Management and control strategies

The initial management was complicated by the ongoing armed conflict in the DRC, which made it more challenging for organizations such as the World Health Organization (WHO), Medecins sans Frontiere and UNICEF to be fully operational. Outbreak control, including surveillance, contact tracing and management, has been supported by 11 Ebola treatment centers (ETCs) and 25 transit centers.

Vaccination also has been a major component of control, with 300,330 people immunized with the rVSV-ZEBOV Ebola vaccine (Merck) between Aug. 8, 2018, and March 7, 2020, with an efficacy of 97.5%.

Another 20,339 people have received the Ad26.ZEBOV/MVA-BN-Filo vaccine (Janssen Pharmaceutical Companies) in the Karisimbi Health Zone since its introduction on Nov. 14, 2019.

Pregnant women (with 75%-95% case fatality in prior outbreaks) and lactating women have been allowed to receive the vaccines.

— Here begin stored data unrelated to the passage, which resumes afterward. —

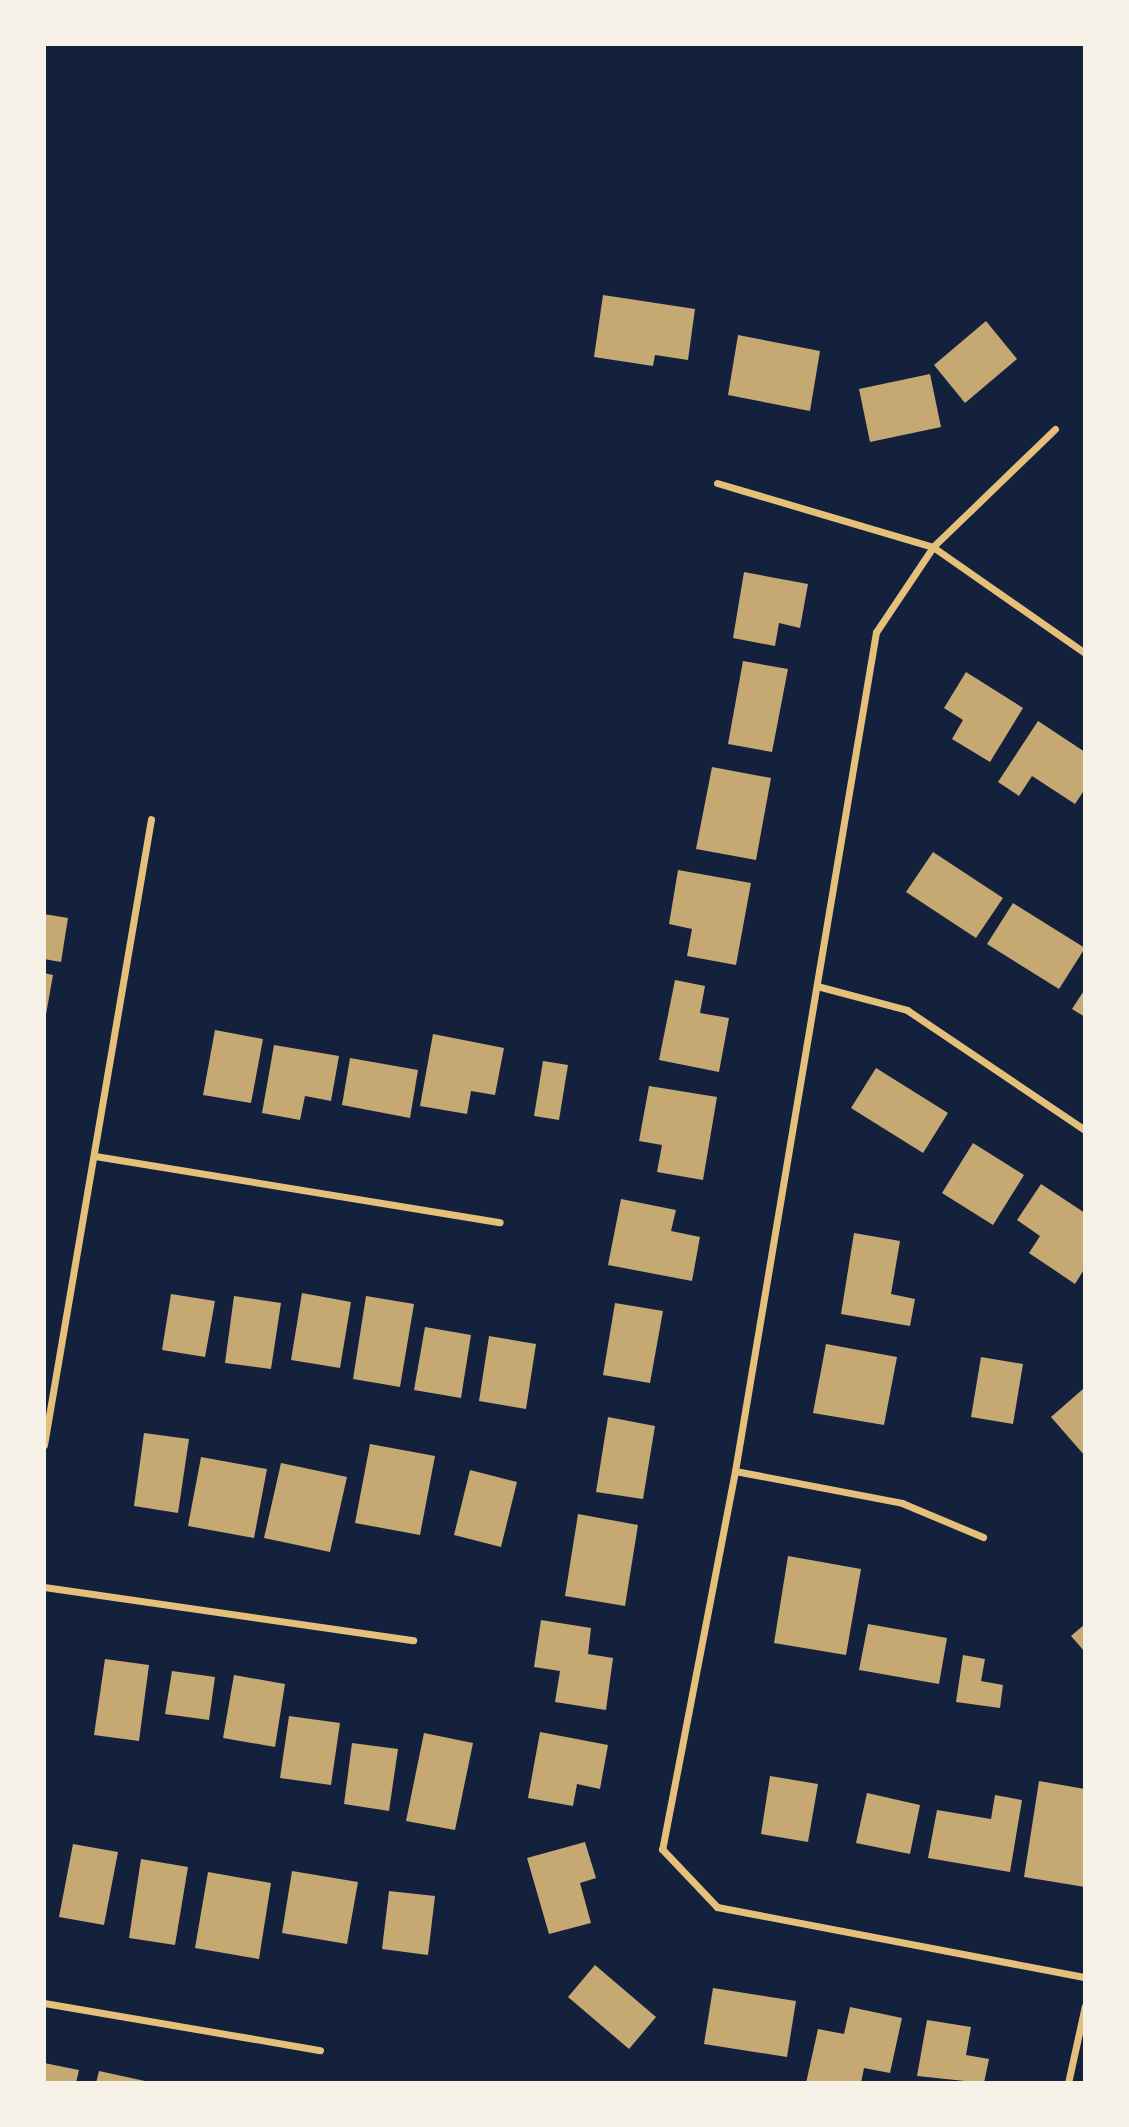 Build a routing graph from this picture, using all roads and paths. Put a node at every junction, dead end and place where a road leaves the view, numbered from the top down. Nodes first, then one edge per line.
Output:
1 (1055, 429) dead end
2 (717, 483) dead end
3 (933, 547) junction
4 (1085, 653) edge
5 (151, 819) dead end
6 (817, 986) junction
7 (1085, 1129) edge
8 (95, 1157) junction
9 (500, 1222) dead end
10 (44, 1445) edge
11 (735, 1471) junction
12 (983, 1538) dead end
13 (44, 1587) edge
14 (413, 1640) dead end
15 (1085, 1977) edge
16 (44, 2003) edge
17 (1085, 2006) edge
18 (320, 2050) dead end
19 (1068, 2083) edge

1 - 3 street
2 - 3 street
3 - 4 street
3 - 6 street
5 - 8 street
6 - 7 street
6 - 11 street
8 - 9 street
8 - 10 street
11 - 12 street
11 - 15 street
13 - 14 street
16 - 18 street
17 - 19 street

As with other outbreaks of EVD, early supportive care with rehydration, oxygenation and symptomatic treatment was critical. No antiviral drug is licensed by the Food and Drug Administration to treat EVD. However, of four investigational treatments that have been evaluated during the DRC outbreak, REGN-EB3 (Regeneron Pharmaceuticals) and mAb114 were associated with much higher survival (30% case fatality rate vs. of 66%).

Impact on children

It is noteworthy that this EVD outbreak disproportionately affected children (about 30% of all confirmed cases), and 40% of these children were under 5 years of age. The case fatality rate has been 70% for children younger than 1 year and 78% for those 1-4 years, similar to the observation during the 2014-’16 West African outbreak.

The higher fatality rate may be because children have been less likely than adults to be referred to an ETC and are more likely to have died in the community. The rationale for lower referral is not clear but is thought to include reduced competence of health care workers in recognizing EVD symptoms in children and reluctance by parents or guardians to have their children transferred to ETCs. When referral does occur, the case fatality rates in children and adults are similar.

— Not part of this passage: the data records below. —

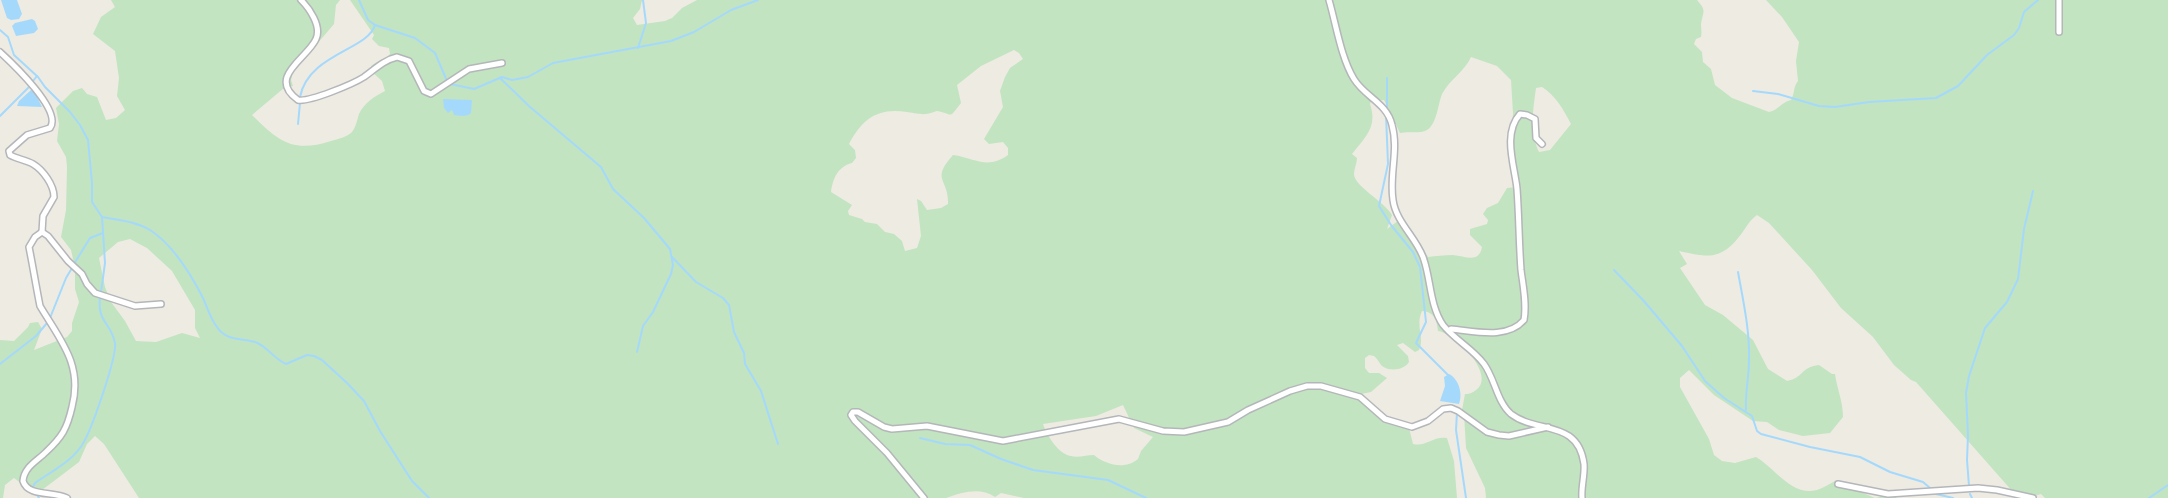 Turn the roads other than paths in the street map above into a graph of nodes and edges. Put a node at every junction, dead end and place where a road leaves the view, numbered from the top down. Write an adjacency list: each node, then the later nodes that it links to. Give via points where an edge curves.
1 (301, 0): 6 (street, via 313,17 317,32 315,41 286,79 289,90 298,100 356,81 397,56 409,61 424,91 431,94 469,69)
2 (1329, 0): 10 (street, via 1354,80 1388,112 1395,147 1393,201 1397,215 1424,258 1434,304)
3 (2059, 0): 4 (street)
4 (2059, 32)
5 (0, 52): 8 (street, via 30,81 52,121 50,128 27,135 9,151 10,155 38,168 50,184 54,198 43,216)
6 (502, 63)
7 (1542, 144): 10 (street, via 1536,138 1535,119 1520,114 1514,124 1510,153 1517,186 1524,320 1505,332)
8 (42, 232): 9 (street, via 82,274 95,293 135,306); 13 (street, via 28,247 39,300 71,359 76,391 67,429 28,468 23,481 31,491 55,493)
9 (161, 304)
10 (1449, 331): 11 (street, via 1484,365 1509,411 1522,420)
11 (1548, 427): 14 (street, via 1509,436 1499,435 1487,432 1451,408 1443,409 1420,426 1412,427 1387,420 1360,397 1321,386 1290,391 1228,422 1184,432 1119,419 1003,441 927,426 892,429 853,412 855,421); 15 (street, via 1565,433 1577,445 1584,463)
12 (1838, 484): 16 (street, via 1888,494 1978,488)
13 (67, 498)
14 (924, 498)
15 (1582, 498)
16 (2033, 498)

Confounding the EVD problem was an outbreak of measles in the same region that led to more deaths (2,758 deaths from January to late August 2019) than all the deaths attributed to EVD to date. The role of the known immunosuppression of measles virus in enabling the higher case-fatality rate of EVD in children is unclear.

In addition, it estimated that at least 2,100 children have been orphaned by this outbreak, and they will need special attention to ensure they can be supported to grow into fully contributing members of society.

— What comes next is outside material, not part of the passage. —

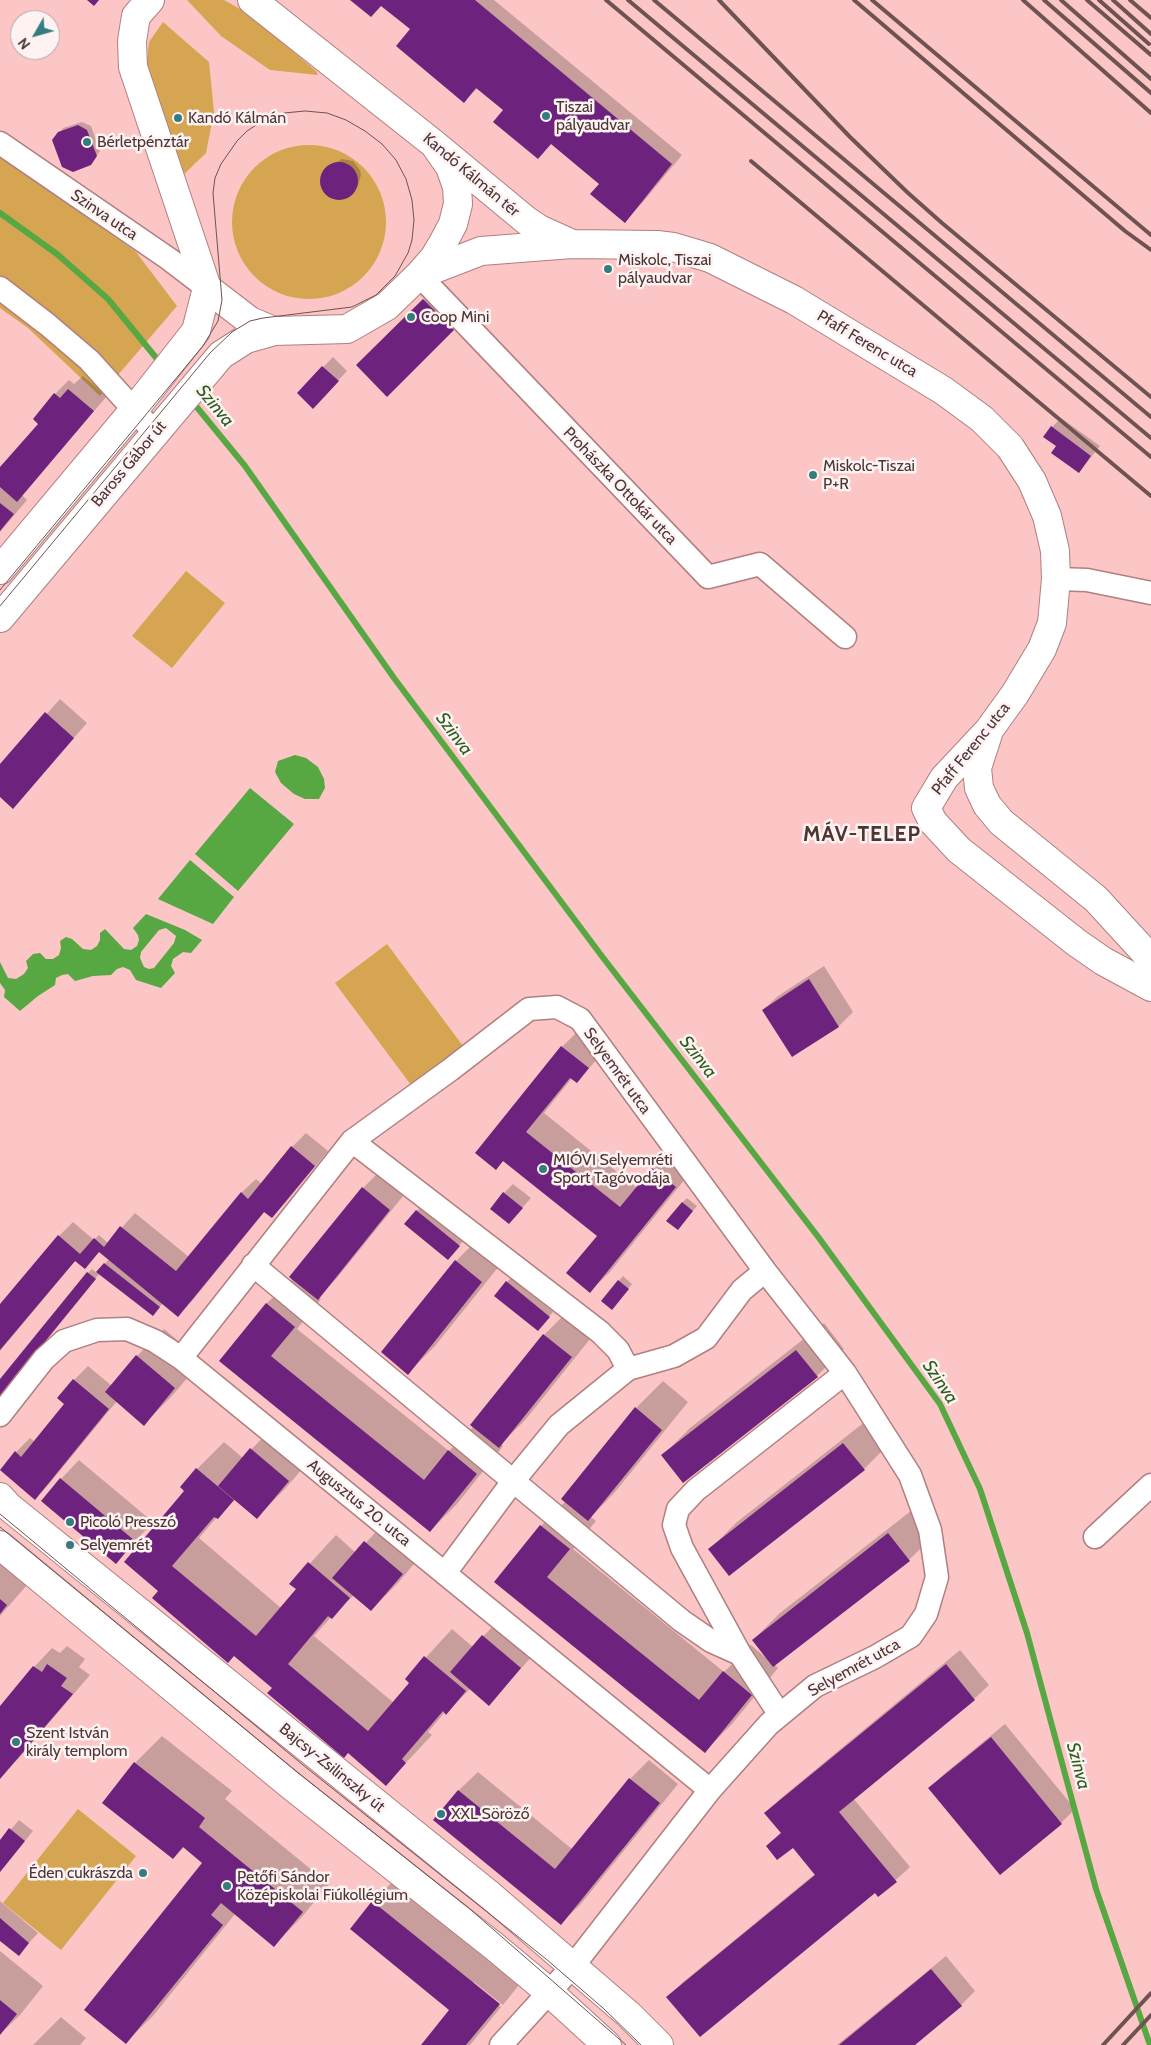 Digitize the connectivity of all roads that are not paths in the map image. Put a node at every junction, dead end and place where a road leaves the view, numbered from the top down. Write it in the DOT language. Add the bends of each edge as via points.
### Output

Fortunately, there has been virtually no spread outside the DRC, with the exception of Uganda. While 2,300 alerts have been investigated in 39 countries, only four cases have been confirmed in Uganda, and these have been contained without secondary spread. Due to the control of cases and the small geographic area involved, the WHO is not advising against travel to the DRC.

What should pediatricians do?

The disparate mortality rates for children and adults highlight the importance of training more practitioners who are familiar with early diagnosis and care provision for children and recognition of their unique needs.

Our international pediatric colleagues should explore the reasons parents were reluctant to take their children to ETCs to see if such factors can be addressed to prevent deaths.

Pediatricians everywhere should continue to strongly advocate for early consideration of children for immunization and medical countermeasure trials. Finally, pediatricians should continue to be strong advocates for the integration and adoption of orphaned children into extended and other families.

Dr. Davies is a member of the AAP Council on Disaster Preparedness and Recovery Executive Committee and the Emerging Infections and Outbreaks Subcommittee of the Committee on Infectious Diseases.